Ironicznie senator Cornyn, mistrz praw do pierwszej poprawki i ochrony prywatności, nie miał żadnych skrupułów do poparcia wątpliwego legalnego programu przez poprzednią administrację. W ramach tego programu Agencja Bezpieczeństwa Narodowego przechwytuje i analizuje praktycznie całą komunikację telefoniczną i internetową obywateli amerykańskich. Pozornie dane te są gromadzone wyłącznie w celu zidentyfikowania komunikacji, która może być związana z potencjalnymi atakami terrorystycznymi, a nie monitorowania codziennych działań obywateli.

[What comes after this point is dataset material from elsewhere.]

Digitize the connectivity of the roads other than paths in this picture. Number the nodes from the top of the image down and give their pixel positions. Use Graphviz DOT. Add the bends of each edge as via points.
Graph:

Jednak program powoduje, że nazwiska, numery telefonów, adresy IP, wiadomości e-mail oraz inne poufne i prywatne informacje są przechwytywane i zatrzymywane przez rząd.
Z powodu takich zwolenników, jak Senator Cornyn, program podsłuchu NSA nadal istnieje i że informacje, które, jak twierdzi, chcą chronić w tym przypadku, są już gromadzone. Może to wydawać się naruszeniem prywatności lub naruszeniem praw obywatelskich dla Białego Domu do gromadzenia tych danych. Możliwe, że dane mogłyby zostać użyte niewłaściwie w niewłaściwych rękach, ale wydaje się stosunkowo niewinne, że Biały Dom zbiera informacje potrzebne do zwalczania rażącej dezinformacji, a nasza prywatność i prawo do wolności słowa zostały już podporządkowane. Dziękuję, panie Cornyn.

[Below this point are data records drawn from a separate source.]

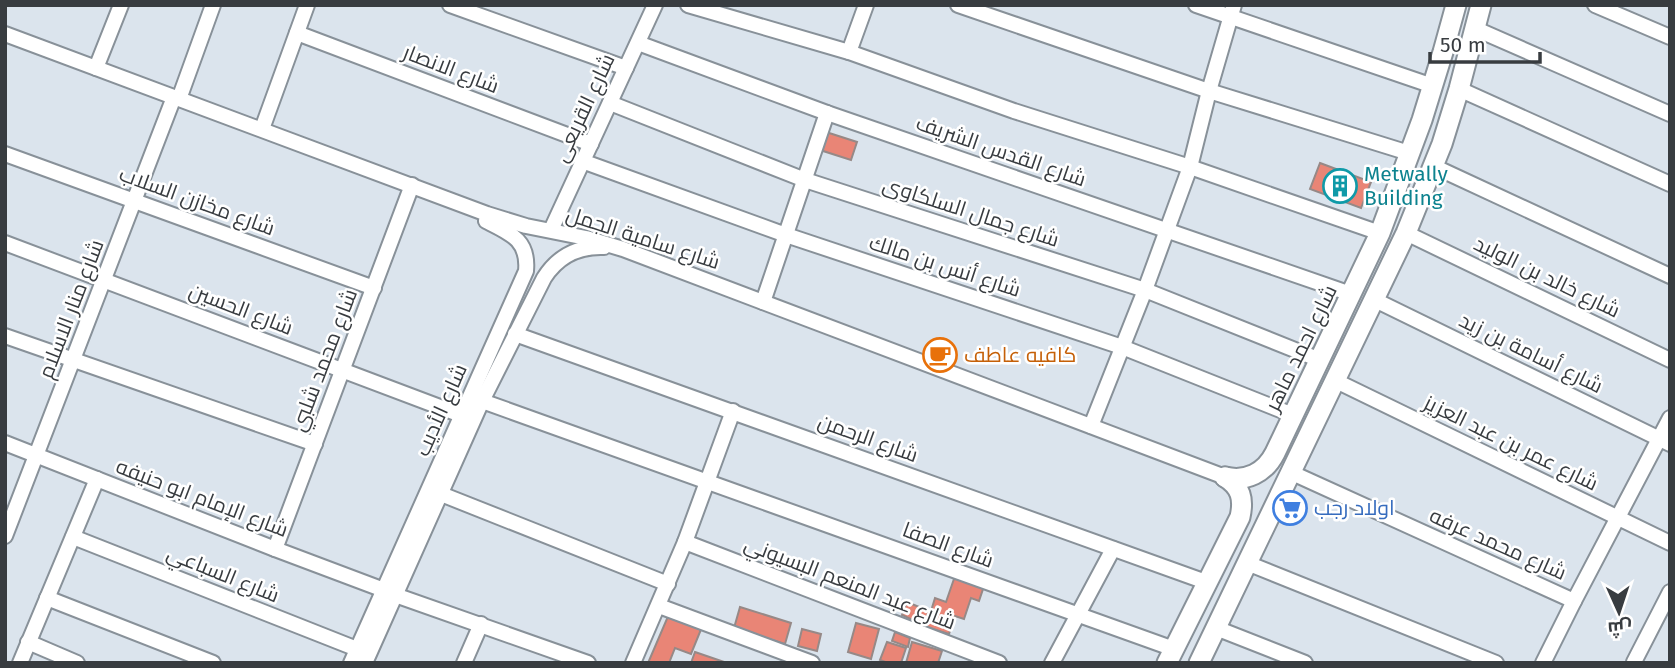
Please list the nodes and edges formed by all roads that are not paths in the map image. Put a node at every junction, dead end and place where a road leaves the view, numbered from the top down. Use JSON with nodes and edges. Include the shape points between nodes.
{"nodes":[{"id":1,"x":121,"y":5,"type":"edge"},
{"id":2,"x":213,"y":5,"type":"edge"},
{"id":3,"x":307,"y":5,"type":"edge"},
{"id":4,"x":450,"y":5,"type":"edge"},
{"id":5,"x":655,"y":5,"type":"edge"},
{"id":6,"x":688,"y":5,"type":"edge"},
{"id":7,"x":866,"y":5,"type":"edge"},
{"id":8,"x":958,"y":5,"type":"edge"},
{"id":9,"x":1196,"y":5,"type":"edge"},
{"id":10,"x":1482,"y":5,"type":"edge"},
{"id":11,"x":1595,"y":5,"type":"edge"},
{"id":12,"x":1451,"y":7,"type":"edge"},
{"id":13,"x":1232,"y":11,"type":"edge"},
{"id":14,"x":1476,"y":29,"type":"junction"},
{"id":15,"x":297,"y":33,"type":"junction"},
{"id":16,"x":5,"y":34,"type":"edge"},
{"id":17,"x":1670,"y":37,"type":"edge"},
{"id":18,"x":638,"y":43,"type":"junction"},
{"id":19,"x":849,"y":52,"type":"junction"},
{"id":20,"x":1443,"y":52,"type":"junction"},
{"id":21,"x":1467,"y":60,"type":"junction"},
{"id":22,"x":96,"y":68,"type":"junction"},
{"id":23,"x":626,"y":68,"type":"junction"},
{"id":24,"x":1433,"y":86,"type":"junction"},
{"id":25,"x":1459,"y":89,"type":"junction"},
{"id":26,"x":1209,"y":91,"type":"junction"},
{"id":27,"x":176,"y":98,"type":"junction"},
{"id":28,"x":610,"y":103,"type":"junction"},
{"id":29,"x":827,"y":113,"type":"junction"},
{"id":30,"x":1670,"y":114,"type":"edge"},
{"id":31,"x":261,"y":130,"type":"junction"},
{"id":32,"x":591,"y":144,"type":"junction"},
{"id":33,"x":1409,"y":153,"type":"junction"},
{"id":34,"x":5,"y":154,"type":"edge"},
{"id":35,"x":582,"y":161,"type":"junction"},
{"id":36,"x":1433,"y":166,"type":"junction"},
{"id":37,"x":1190,"y":167,"type":"junction"},
{"id":38,"x":805,"y":180,"type":"junction"},
{"id":39,"x":1670,"y":184,"type":"edge"},
{"id":40,"x":412,"y":185,"type":"junction"},
{"id":41,"x":135,"y":201,"type":"junction"},
{"id":42,"x":457,"y":202,"type":"junction"},
{"id":43,"x":551,"y":230,"type":"junction"},
{"id":44,"x":1166,"y":230,"type":"junction"},
{"id":45,"x":1380,"y":233,"type":"junction"},
{"id":46,"x":1406,"y":233,"type":"junction"},
{"id":47,"x":786,"y":235,"type":"junction"},
{"id":48,"x":5,"y":243,"type":"edge"},
{"id":49,"x":623,"y":249,"type":"junction"},
{"id":50,"x":1670,"y":276,"type":"edge"},
{"id":51,"x":104,"y":279,"type":"junction"},
{"id":52,"x":374,"y":288,"type":"junction"},
{"id":53,"x":1145,"y":290,"type":"junction"},
{"id":54,"x":1351,"y":294,"type":"junction"},
{"id":55,"x":1373,"y":299,"type":"junction"},
{"id":56,"x":763,"y":302,"type":"junction"},
{"id":57,"x":515,"y":334,"type":"junction"},
{"id":58,"x":5,"y":336,"type":"edge"},
{"id":59,"x":1122,"y":347,"type":"junction"},
{"id":60,"x":73,"y":360,"type":"junction"},
{"id":61,"x":1320,"y":360,"type":"junction"},
{"id":62,"x":1670,"y":360,"type":"edge"},
{"id":63,"x":342,"y":370,"type":"junction"},
{"id":64,"x":1334,"y":380,"type":"junction"},
{"id":65,"x":482,"y":401,"type":"junction"},
{"id":66,"x":733,"y":411,"type":"junction"},
{"id":67,"x":461,"y":415,"type":"junction"},
{"id":68,"x":1293,"y":415,"type":"junction"},
{"id":69,"x":1670,"y":418,"type":"edge"},
{"id":70,"x":1091,"y":426,"type":"junction"},
{"id":71,"x":1664,"y":441,"type":"edge"},
{"id":72,"x":5,"y":443,"type":"edge"},
{"id":73,"x":314,"y":444,"type":"junction"},
{"id":74,"x":37,"y":456,"type":"junction"},
{"id":75,"x":1290,"y":472,"type":"junction"},
{"id":76,"x":1225,"y":477,"type":"junction"},
{"id":77,"x":97,"y":479,"type":"junction"},
{"id":78,"x":707,"y":481,"type":"junction"},
{"id":79,"x":441,"y":494,"type":"junction"},
{"id":80,"x":1240,"y":517,"type":"junction"},
{"id":81,"x":1618,"y":517,"type":"junction"},
{"id":82,"x":1264,"y":528,"type":"junction"},
{"id":83,"x":5,"y":536,"type":"edge"},
{"id":84,"x":73,"y":537,"type":"junction"},
{"id":85,"x":685,"y":542,"type":"junction"},
{"id":86,"x":1670,"y":543,"type":"edge"},
{"id":87,"x":275,"y":549,"type":"junction"},
{"id":88,"x":1113,"y":549,"type":"junction"},
{"id":89,"x":1247,"y":563,"type":"junction"},
{"id":90,"x":1206,"y":582,"type":"junction"},
{"id":91,"x":668,"y":584,"type":"junction"},
{"id":92,"x":389,"y":592,"type":"junction"},
{"id":93,"x":1670,"y":592,"type":"edge"},
{"id":94,"x":47,"y":598,"type":"junction"},
{"id":95,"x":1574,"y":601,"type":"junction"},
{"id":96,"x":659,"y":606,"type":"junction"},
{"id":97,"x":1078,"y":615,"type":"junction"},
{"id":98,"x":481,"y":624,"type":"junction"},
{"id":99,"x":1216,"y":628,"type":"junction"},
{"id":100,"x":29,"y":642,"type":"junction"},
{"id":101,"x":354,"y":656,"type":"edge"},
{"id":102,"x":1171,"y":656,"type":"edge"},
{"id":103,"x":1634,"y":662,"type":"edge"},
{"id":104,"x":20,"y":663,"type":"edge"},
{"id":105,"x":77,"y":663,"type":"edge"},
{"id":106,"x":214,"y":663,"type":"edge"},
{"id":107,"x":365,"y":663,"type":"edge"},
{"id":108,"x":464,"y":663,"type":"edge"},
{"id":109,"x":588,"y":663,"type":"edge"},
{"id":110,"x":633,"y":663,"type":"edge"},
{"id":111,"x":812,"y":663,"type":"edge"},
{"id":112,"x":999,"y":663,"type":"edge"},
{"id":113,"x":1052,"y":663,"type":"edge"},
{"id":114,"x":1199,"y":663,"type":"edge"},
{"id":115,"x":1306,"y":663,"type":"edge"},
{"id":116,"x":1496,"y":663,"type":"edge"},
{"id":117,"x":1544,"y":663,"type":"edge"}],
"edges":[{"from":1,"to":22,"type":"street"},
{"from":2,"to":27,"type":"street","name":"شارع منار الاسلام"},
{"from":3,"to":15,"type":"street"},
{"from":4,"to":23,"type":"street"},
{"from":5,"to":18,"type":"street","name":"شارع القريعى"},
{"from":6,"to":19,"type":"street"},
{"from":7,"to":19,"type":"street"},
{"from":8,"to":26,"type":"street"},
{"from":9,"to":13,"type":"street"},
{"from":10,"to":14,"type":"main road","name":"شارع احمد ماهر"},
{"from":11,"to":17,"type":"street"},
{"from":12,"to":20,"type":"main road","name":"شارع احمد ماهر"},
{"from":13,"to":24,"type":"street"},
{"from":13,"to":26,"type":"street"},
{"from":14,"to":21,"type":"main road","name":"شارع احمد ماهر"},
{"from":14,"to":30,"type":"street"},
{"from":15,"to":31,"type":"street"},
{"from":15,"to":32,"type":"street","name":"شارع الانصار"},
{"from":16,"to":22,"type":"street","name":"شارع سامية الجمل"},
{"from":18,"to":23,"type":"street","name":"شارع القريعى"},
{"from":18,"to":29,"type":"street","name":"شارع القدس الشريف"},
{"from":19,"to":37,"type":"street"},
{"from":20,"to":21,"type":"main road"},
{"from":20,"to":24,"type":"main road","name":"شارع احمد ماهر"},
{"from":21,"to":25,"type":"main road","name":"شارع احمد ماهر"},
{"from":22,"to":27,"type":"street","name":"شارع سامية الجمل"},
{"from":23,"to":28,"type":"street","name":"شارع القريعى"},
{"from":24,"to":33,"type":"main road","name":"شارع احمد ماهر"},
{"from":25,"to":36,"type":"main road","name":"شارع احمد ماهر"},
{"from":25,"to":39,"type":"street"},
{"from":26,"to":33,"type":"street"},
{"from":26,"to":37,"type":"street"},
{"from":27,"to":31,"type":"street","name":"شارع سامية الجمل"},
{"from":27,"to":41,"type":"street","name":"شارع منار الاسلام"},
{"from":28,"to":32,"type":"street","name":"شارع القريعى"},
{"from":28,"to":38,"type":"street","name":"شارع جمال السلكاوى"},
{"from":29,"to":38,"type":"street"},
{"from":29,"to":44,"type":"street","name":"شارع القدس الشريف"},
{"from":31,"to":40,"type":"street","name":"شارع سامية الجمل"},
{"from":32,"to":35,"type":"street","name":"شارع القريعى"},
{"from":33,"to":45,"type":"main road","name":"شارع احمد ماهر"},
{"from":34,"to":41,"type":"street","name":"شارع مخازن السلاب"},
{"from":35,"to":43,"type":"street","name":"شارع القريعى"},
{"from":35,"to":47,"type":"street","name":"شارع أنس بن مالك"},
{"from":36,"to":46,"type":"main road","name":"شارع احمد ماهر"},
{"from":36,"to":50,"type":"street"},
{"from":37,"to":44,"type":"street"},
{"from":37,"to":45,"type":"street"},
{"from":38,"to":47,"type":"street"},
{"from":38,"to":53,"type":"street","name":"شارع جمال السلكاوى"},
{"from":40,"to":42,"type":"street","name":"شارع سامية الجمل"},
{"from":40,"to":52,"type":"street","name":"شارع محمد شلبي"},
{"from":41,"to":51,"type":"street","name":"شارع منار الاسلام"},
{"from":41,"to":52,"type":"street","name":"شارع مخازن السلاب"},
{"from":42,"to":43,"type":"street","name":"شارع سامية الجمل"},
{"from":42,"to":67,"type":"street","name":"شارع الأديب","via":[[513,236],[527,263]]},
{"from":43,"to":49,"type":"street","name":"شارع سامية الجمل"},
{"from":44,"to":53,"type":"street"},
{"from":44,"to":54,"type":"street","name":"شارع القدس الشريف"},
{"from":45,"to":54,"type":"main road","name":"شارع احمد ماهر"},
{"from":46,"to":55,"type":"main road","name":"شارع احمد ماهر"},
{"from":46,"to":62,"type":"street","name":"شارع خالد بن الوليد"},
{"from":47,"to":56,"type":"street"},
{"from":47,"to":59,"type":"street","name":"شارع أنس بن مالك"},
{"from":48,"to":51,"type":"street","name":"شارع الحسين"},
{"from":49,"to":56,"type":"street","name":"شارع سامية الجمل"},
{"from":49,"to":57,"type":"street","name":"شارع الأديب","via":[[582,249],[558,261]]},
{"from":51,"to":60,"type":"street","name":"شارع منار الاسلام"},
{"from":51,"to":63,"type":"street","name":"شارع الحسين"},
{"from":52,"to":63,"type":"street","name":"شارع محمد شلبي"},
{"from":53,"to":59,"type":"street"},
{"from":53,"to":61,"type":"street","name":"شارع جمال السلكاوى"},
{"from":54,"to":61,"type":"main road","name":"شارع احمد ماهر"},
{"from":55,"to":64,"type":"main road","name":"شارع احمد ماهر"},
{"from":55,"to":71,"type":"street","name":"شارع أسامة بن زيد"},
{"from":56,"to":70,"type":"street","name":"شارع سامية الجمل"},
{"from":57,"to":65,"type":"street","name":"شارع الأديب"},
{"from":57,"to":66,"type":"street","name":"شارع الرحمن"},
{"from":58,"to":60,"type":"street"},
{"from":59,"to":68,"type":"street","name":"شارع أنس بن مالك"},
{"from":59,"to":70,"type":"street"},
{"from":60,"to":73,"type":"street"},
{"from":60,"to":74,"type":"street","name":"شارع منار الاسلام"},
{"from":61,"to":68,"type":"main road","name":"شارع احمد ماهر"},
{"from":63,"to":67,"type":"street","name":"شارع الحسين"},
{"from":63,"to":73,"type":"street","name":"شارع محمد شلبي"},
{"from":64,"to":75,"type":"main road","name":"شارع احمد ماهر"},
{"from":64,"to":81,"type":"street","name":"شارع عمر بن عبد العزيز"},
{"from":65,"to":78,"type":"street","name":"شارع الصفا"},
{"from":65,"to":79,"type":"street","name":"شارع الأديب"},
{"from":66,"to":78,"type":"street"},
{"from":66,"to":88,"type":"street","name":"شارع الرحمن"},
{"from":67,"to":92,"type":"street","name":"شارع الأديب"},
{"from":68,"to":76,"type":"main road","name":"شارع احمد ماهر","via":[[1266,467],[1246,478]]},
{"from":69,"to":71,"type":"street"},
{"from":70,"to":76,"type":"street","name":"شارع سامية الجمل"},
{"from":71,"to":81,"type":"street"},
{"from":72,"to":74,"type":"street","name":"شارع الإمام ابو حنيفه"},
{"from":73,"to":87,"type":"street","name":"شارع محمد شلبي"},
{"from":74,"to":77,"type":"street","name":"شارع الإمام ابو حنيفه"},
{"from":74,"to":83,"type":"street","name":"شارع منار الاسلام"},
{"from":75,"to":82,"type":"main road","name":"شارع احمد ماهر"},
{"from":75,"to":95,"type":"street","name":"شارع محمد عرفه"},
{"from":76,"to":80,"type":"main road","via":[[1241,493]]},
{"from":77,"to":84,"type":"street"},
{"from":77,"to":87,"type":"street","name":"شارع الإمام ابو حنيفه"},
{"from":78,"to":85,"type":"street"},
{"from":78,"to":97,"type":"street","name":"شارع الصفا"},
{"from":79,"to":91,"type":"street"},
{"from":79,"to":92,"type":"street","name":"شارع الأديب"},
{"from":80,"to":82,"type":"main road"},
{"from":80,"to":90,"type":"main road"},
{"from":81,"to":86,"type":"street","name":"شارع عمر بن عبد العزيز"},
{"from":81,"to":95,"type":"street"},
{"from":82,"to":89,"type":"main road","name":"شارع احمد ماهر"},
{"from":84,"to":94,"type":"street"},
{"from":84,"to":101,"type":"street","name":"شارع السباعي"},
{"from":85,"to":91,"type":"street"},
{"from":85,"to":112,"type":"street","name":"شارع عبد المنعم البسيوني"},
{"from":87,"to":92,"type":"street","name":"شارع الإمام ابو حنيفه"},
{"from":88,"to":90,"type":"street","name":"شارع الرحمن"},
{"from":88,"to":97,"type":"street"},
{"from":89,"to":99,"type":"main road","name":"شارع احمد ماهر"},
{"from":89,"to":116,"type":"street"},
{"from":90,"to":102,"type":"main road"},
{"from":91,"to":96,"type":"street"},
{"from":92,"to":98,"type":"street","name":"شارع الإمام ابو حنيفه"},
{"from":92,"to":101,"type":"street","name":"شارع الأديب"},
{"from":92,"to":107,"type":"street","name":"شارع الأديب"},
{"from":93,"to":103,"type":"street"},
{"from":94,"to":100,"type":"street"},
{"from":94,"to":106,"type":"street"},
{"from":95,"to":117,"type":"street"},
{"from":96,"to":110,"type":"street"},
{"from":96,"to":111,"type":"street"},
{"from":97,"to":102,"type":"street","name":"شارع الصفا"},
{"from":97,"to":113,"type":"street"},
{"from":98,"to":108,"type":"street"},
{"from":98,"to":109,"type":"street","name":"شارع الإمام ابو حنيفه"},
{"from":99,"to":114,"type":"main road","name":"شارع احمد ماهر"},
{"from":99,"to":115,"type":"street"},
{"from":100,"to":104,"type":"street"},
{"from":100,"to":105,"type":"street"}]}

Tony Bradley jest specjalistą od bezpieczeństwa informacji i zunifikowanej komunikacji z ponad dziesięcioletnim doświadczeniem w branży IT. Udostępnia porady, porady i recenzje na temat bezpieczeństwa informacji i technologii ujednoliconej komunikacji w swojej witrynie pod adresem tonybradley.com.
Kundra ma urlop, Google podnosi flagi prywatności
Cóż, tym razem problem nie dotyczy nieopłaconych podatków - ale Vivek Kundra, marka - nowy, pierwszy w historii federalny dyrektor ds. IT po zaledwie ...
Windows XP Smartphone podnosi pytania dotyczące funkcjonalności
Smartfon o nazwie XPPhone, który uruchamia system Windows XP i miesza się z funkcjami komputera, generuje szum, choć niektórzy analitycy kwestionują jego cel.
Nowa kampania Microsoftu promuje ochronę prywatności
Po serii wymazujących reklam zawierających ostrzeżenia o procedurach ochrony danych Google, Microsoft uruchomił nową kampanię podkreślającą własne funkcje prywatności.